Tuesday 25th November 2014, 5.30pm
Chancellor's Hall, Senate House
in association with the Roman Research Trust
Dr Peter Guest
The Legionary Fortress at Caerleon: recent discoveries and new perspectives
Built and garrisoned by Legio Secunda Augusta, the fortress of Isca is one of the most well-known legionary bases in the Roman Empire. Excavations were undertaken in and around the town of Caerleon in almost every decade of the 20th century and today visitors to the site can see and explore the iconic remains of the fortress, including its Amphitheatre, the Prysg Field barracks and the Fortress Baths. The National Roman Legion Museum holds the finds from almost 150 years of antiquarian and archaeological research at Caerleon, and its galleries are enjoyed by many thousands of people each year who come to the site to discover Isca's fascinating story for themselves.

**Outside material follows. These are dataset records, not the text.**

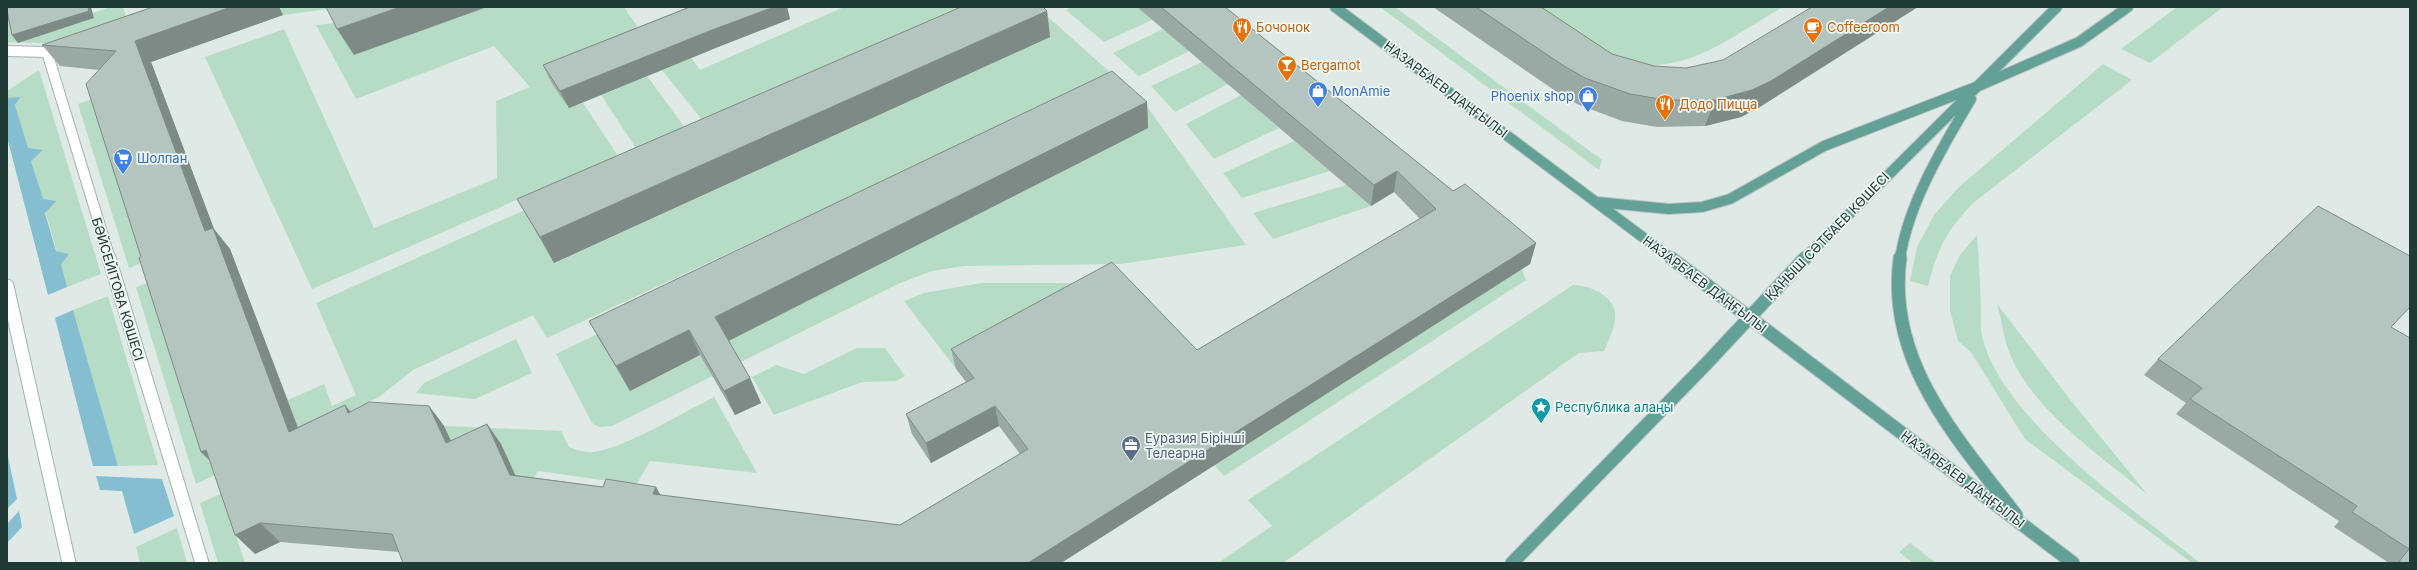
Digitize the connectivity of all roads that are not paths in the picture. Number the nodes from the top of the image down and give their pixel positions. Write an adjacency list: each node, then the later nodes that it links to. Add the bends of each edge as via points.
1 (1335, 7): 6 (main road, НАЗАРБАЕВ ДАҢҒЫЛЫ)
2 (2057, 7): 5 (main road, ҚАНЫШ СӘТБАЕВ КӨШЕСІ)
3 (2128, 7): 5 (main road, ҚАНЫШ СӘТБАЕВ КӨШЕСІ, via 2079,42)
4 (7, 51): 11 (street, БӘЙСЕЙІТОВА КӨШЕСІ, via 47,52)
5 (1981, 85): 6 (main road, via 1824,146 1730,199 1702,207 1669,209); 8 (main road, ҚАНЫШ СӘТБАЕВ КӨШЕСІ, via 1916,146); 9 (main road, ҚАНЫШ СӘТБАЕВ КӨШЕСІ, via 1949,135 1913,216 1897,278 1898,306 1911,351 1932,400 1952,432)
6 (1596, 202): 8 (main road, НАЗАРБАЕВ ДАҢҒЫЛЫ)
7 (7, 286): 10 (street)
8 (1749, 316): 9 (main road, НАЗАРБАЕВ ДАҢҒЫЛЫ); 12 (main road, ҚАНЫШ СӘТБАЕВ КӨШЕСІ, via 1707,363)
9 (2027, 528): 13 (main road, НАЗАРБАЕВ ДАҢҒЫЛЫ)
10 (69, 563)
11 (202, 563)
12 (1512, 563)
13 (2073, 563)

By the Millennium there was a sense that little new remained to be discovered about Caerleon's Roman past. However, large parts of the fortress and its immediate hinterland had been hardly been touched by archaeologists and in 2006 and 2007 Cardiff University undertook exploratory geophysical surveys of open fields on the western side of the site. This work identified some 14 previously unknown military buildings, including barrack blocks, granaries, workshops and a possible warehouse. A further three seasons of surveys were conducted outside the fortress on its western and northern sides revealing the remains of the fortress's port on the river Usk as well as a complex of very large public-style buildings between the river than the Amphitheatre. In this talk Dr Peter Guest will describe the results of these geophysical surveys as well as the important excavations of the Priory Field store-building (including the discovery of lorica segmentata and a remarkable horse's head-piece) and the so-called 'Southern Canabae'.

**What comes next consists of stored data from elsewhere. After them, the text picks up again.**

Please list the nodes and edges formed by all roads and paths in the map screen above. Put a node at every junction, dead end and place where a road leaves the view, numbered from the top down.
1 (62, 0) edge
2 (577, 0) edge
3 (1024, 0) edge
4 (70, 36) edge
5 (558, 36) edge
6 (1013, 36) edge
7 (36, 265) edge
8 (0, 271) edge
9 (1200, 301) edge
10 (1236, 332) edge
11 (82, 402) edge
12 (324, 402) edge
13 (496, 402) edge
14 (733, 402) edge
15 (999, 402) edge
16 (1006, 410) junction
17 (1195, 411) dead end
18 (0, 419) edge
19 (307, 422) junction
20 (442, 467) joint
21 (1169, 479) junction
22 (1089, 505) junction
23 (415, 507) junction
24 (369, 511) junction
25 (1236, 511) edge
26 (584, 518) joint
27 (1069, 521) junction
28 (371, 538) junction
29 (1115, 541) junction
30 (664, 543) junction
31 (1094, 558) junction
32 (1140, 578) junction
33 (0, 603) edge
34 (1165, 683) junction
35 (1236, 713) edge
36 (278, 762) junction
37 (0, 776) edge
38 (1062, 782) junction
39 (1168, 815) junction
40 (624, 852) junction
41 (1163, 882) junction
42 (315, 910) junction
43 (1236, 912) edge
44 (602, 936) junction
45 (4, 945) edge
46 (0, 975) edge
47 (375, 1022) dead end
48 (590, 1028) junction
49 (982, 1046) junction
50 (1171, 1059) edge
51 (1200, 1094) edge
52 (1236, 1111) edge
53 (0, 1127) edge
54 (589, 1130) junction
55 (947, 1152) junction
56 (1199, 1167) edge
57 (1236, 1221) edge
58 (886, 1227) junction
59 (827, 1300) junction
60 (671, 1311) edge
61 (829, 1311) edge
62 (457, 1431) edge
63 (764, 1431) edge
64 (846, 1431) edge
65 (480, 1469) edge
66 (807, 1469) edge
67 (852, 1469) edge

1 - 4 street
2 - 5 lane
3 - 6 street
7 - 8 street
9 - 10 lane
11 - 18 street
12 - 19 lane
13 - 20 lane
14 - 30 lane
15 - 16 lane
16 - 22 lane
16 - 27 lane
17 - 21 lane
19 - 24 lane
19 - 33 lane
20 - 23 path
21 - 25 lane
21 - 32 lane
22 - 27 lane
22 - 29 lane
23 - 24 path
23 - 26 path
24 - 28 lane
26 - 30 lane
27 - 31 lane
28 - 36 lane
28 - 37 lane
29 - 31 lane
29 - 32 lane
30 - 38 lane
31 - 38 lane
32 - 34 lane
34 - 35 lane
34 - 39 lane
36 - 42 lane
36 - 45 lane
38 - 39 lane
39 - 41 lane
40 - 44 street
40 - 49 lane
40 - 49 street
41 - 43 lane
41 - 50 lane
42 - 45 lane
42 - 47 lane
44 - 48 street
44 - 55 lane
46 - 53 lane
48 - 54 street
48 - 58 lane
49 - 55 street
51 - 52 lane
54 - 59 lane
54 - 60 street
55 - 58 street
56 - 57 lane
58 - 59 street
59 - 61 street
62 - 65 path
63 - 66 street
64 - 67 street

This new research, supported by the Roman Research Trust, is transforming our understanding of Isca and the role of the Second Augustan Legion in the conquest and pacification of the native tribes of Wales. Dr Guest will also discuss important new evidence for the continued occupation of Caerleon in the fourth and fifth centuries, after the Legion had abandoned the fortress and the Roman period in Wales had come to an end.